E «o problema do aborto tem dimensão ética, mas não deve transbordar para o problema político»? O que queres dizer com isto? Todas as normas penais (e outras, como as fiscais, de trabalho e até civis) têm uma dimensão ética. Não devem transbordar para a política? O que é a política, então?

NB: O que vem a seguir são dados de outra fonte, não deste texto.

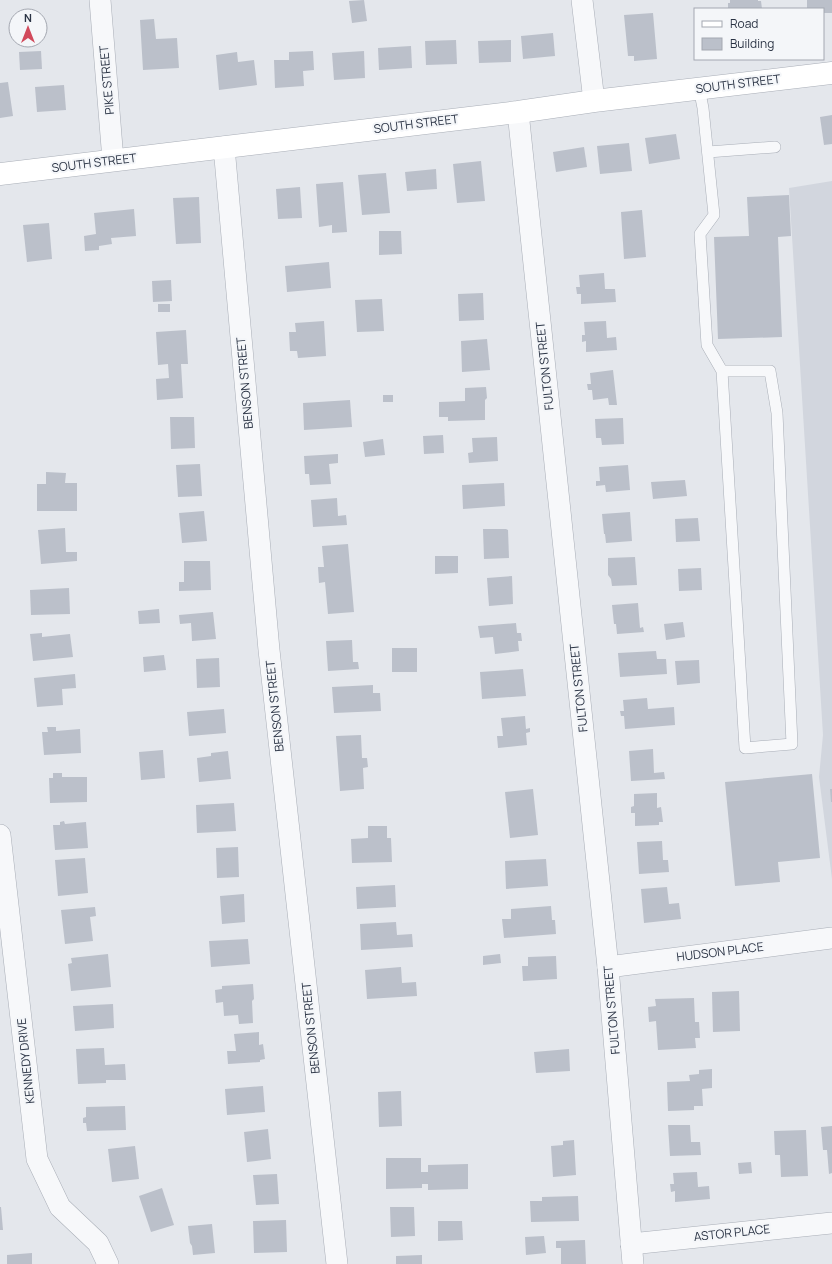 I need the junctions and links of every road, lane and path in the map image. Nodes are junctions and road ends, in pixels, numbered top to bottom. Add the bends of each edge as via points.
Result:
1 (100, 0) edge
2 (582, 0) edge
3 (832, 72) edge
4 (699, 88) junction
5 (594, 101) junction
6 (518, 112) junction
7 (224, 147) junction
8 (776, 147) dead end
9 (708, 152) junction
10 (113, 160) junction
11 (0, 174) edge
12 (722, 371) junction
13 (0, 835) edge
14 (832, 938) edge
15 (608, 967) junction
16 (832, 1223) edge
17 (632, 1254) edge
18 (108, 1264) edge
19 (337, 1264) edge

1 - 10 street, PIKE STREET
2 - 5 street
3 - 4 main road, SOUTH STREET
4 - 5 main road, SOUTH STREET
4 - 9 lane
5 - 6 main road, SOUTH STREET
6 - 7 main road, SOUTH STREET
6 - 15 street, FULTON STREET
7 - 10 main road, SOUTH STREET
7 - 19 street, BENSON STREET via 269,650
8 - 9 lane
9 - 12 lane via 714,216 700,234 707,345
10 - 11 main road, SOUTH STREET
12 - 12 lane via 745,748 792,744 777,413 770,371
13 - 18 street, KENNEDY DRIVE via 37,1159 60,1207 98,1243
14 - 15 street, HUDSON PLACE
15 - 17 street, FULTON STREET
16 - 17 street, ASTOR PLACE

Defendendo eu um papel mais forte do Estado na sociedade (como medida reguladora para atenuar e combater as desigualdades sociais), oponho-me à liberalização do aborto porque isso representa uma demissão do Estado num problema que diz respeito a toda a comunidade.

Um abraço.

11:52 da manhã  
Blogger Pedro aconselhou...

CC,

Sabes bem que tu não és representativo da Esquerda nesta matéria. Se o negares, estás a ser pura e simplesmente desonesto. Se pensares no eleitorado de Direita tradicional em Portugal, que, como disse o VPV, não conheceu nenhuma refundação desde o fim do Salazarismo, sabes PERFEITAMENTE que a ESMAGADORA maioria é contra a descriminalização do aborto. Nesta matéria, a blogosfera não é nada representativa.
O argumento que tu apresentas para que o aborto não seja descriminalizado (demissão do Estado)é perfeitamente válido. Aliás, é a principal razão pela qual eu, se houver referendo, votarei NÃO, o que não invalida o facto de não me chocar a descriminalização.
Efectivamente, todo o Direito emana do que os cidadãos consideram correcto, pelo que todas as leis têm uma dimensão ética. Tu, como licenciado em Direito, sabes isso muito melhor do que eu. A Ética não pode é ter a dimensão que toma neste assunto, que torna uma questão de importância menor (por muito qur custe ouvir) a questão mais fracturante da nossa sociedade.